Entries provided ::

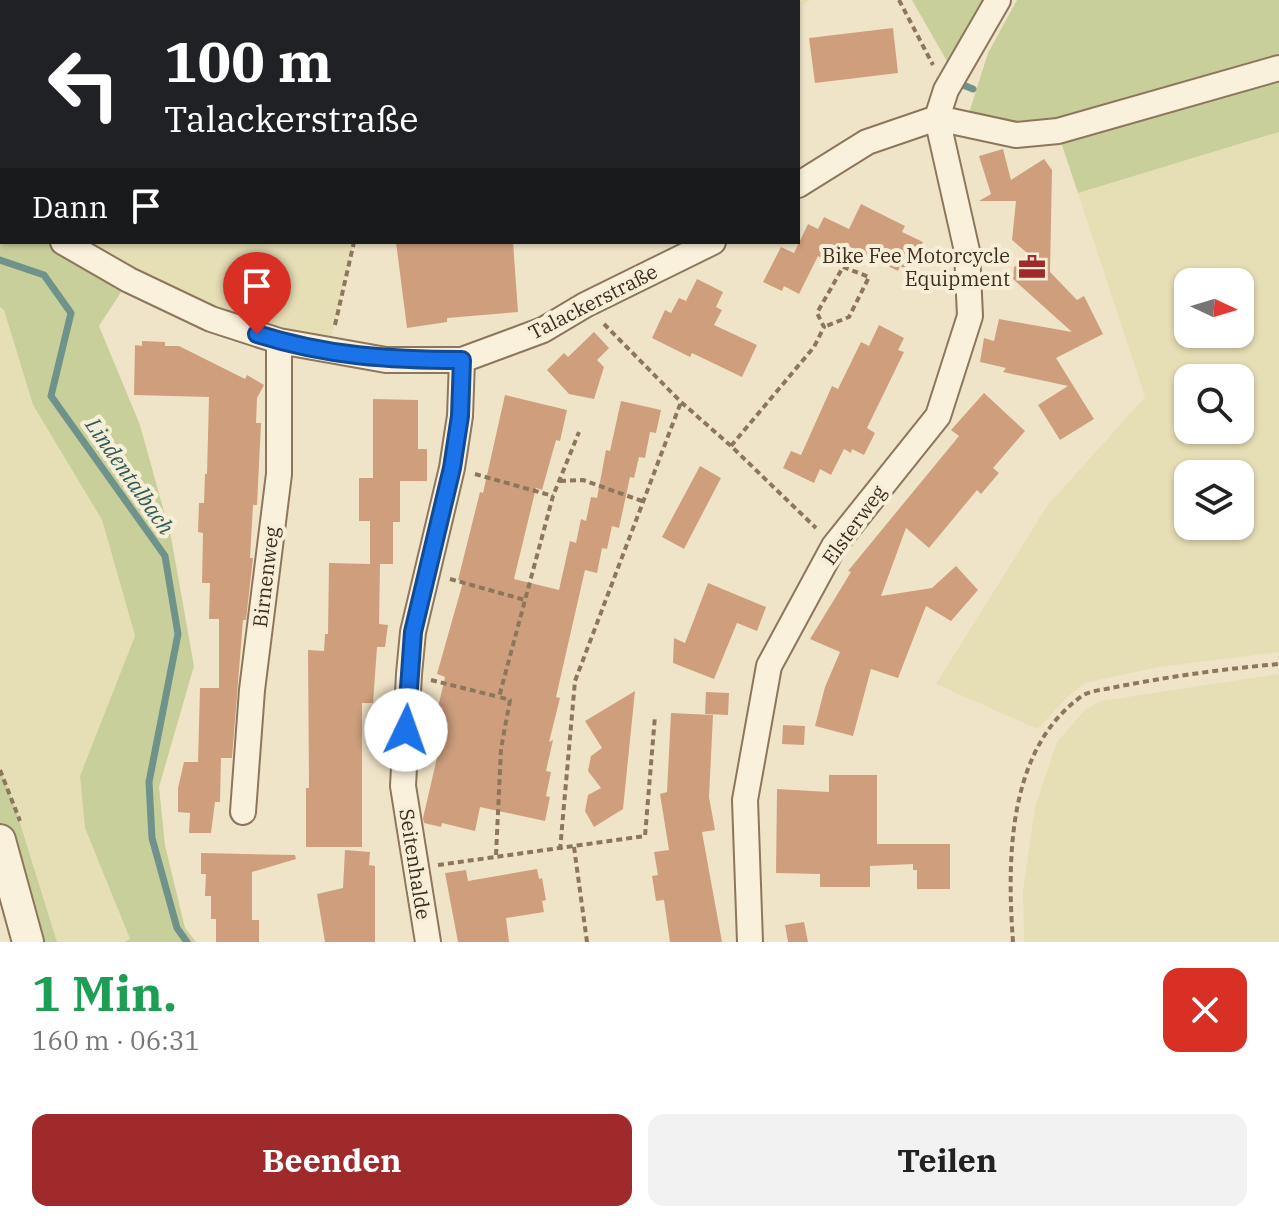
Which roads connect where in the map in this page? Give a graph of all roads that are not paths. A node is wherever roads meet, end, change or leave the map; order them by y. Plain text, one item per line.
1 (998, 0) edge
2 (1279, 68) edge
3 (937, 118) junction
4 (800, 184) edge
5 (66, 244) edge
6 (709, 244) edge
7 (279, 341) junction
8 (462, 360) junction
9 (243, 812) dead end
10 (0, 840) edge
11 (28, 942) edge
12 (428, 942) edge
13 (750, 942) edge

1 - 3 street
2 - 3 street
3 - 4 street
3 - 13 street, Elsterweg
5 - 7 street, Talackerstraße
6 - 8 street, Talackerstraße
7 - 8 street, Talackerstraße
7 - 9 street, Birnenweg
8 - 12 street, Seitenhalde
10 - 11 street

Task details ::
Wherever a picture appears in the data, please drop it and retype the rest exactly.

Expected output ::
Which roads connect where in the map in this page? Give a graph of all roads that are not paths. A node is wherever roads meet, end, change or leave the map; order them by y. Plain text, one item per line.
1 (998, 0) edge
2 (1279, 68) edge
3 (937, 118) junction
4 (800, 184) edge
5 (66, 244) edge
6 (709, 244) edge
7 (279, 341) junction
8 (462, 360) junction
9 (243, 812) dead end
10 (0, 840) edge
11 (28, 942) edge
12 (428, 942) edge
13 (750, 942) edge

1 - 3 street
2 - 3 street
3 - 4 street
3 - 13 street, Elsterweg
5 - 7 street, Talackerstraße
6 - 8 street, Talackerstraße
7 - 8 street, Talackerstraße
7 - 9 street, Birnenweg
8 - 12 street, Seitenhalde
10 - 11 street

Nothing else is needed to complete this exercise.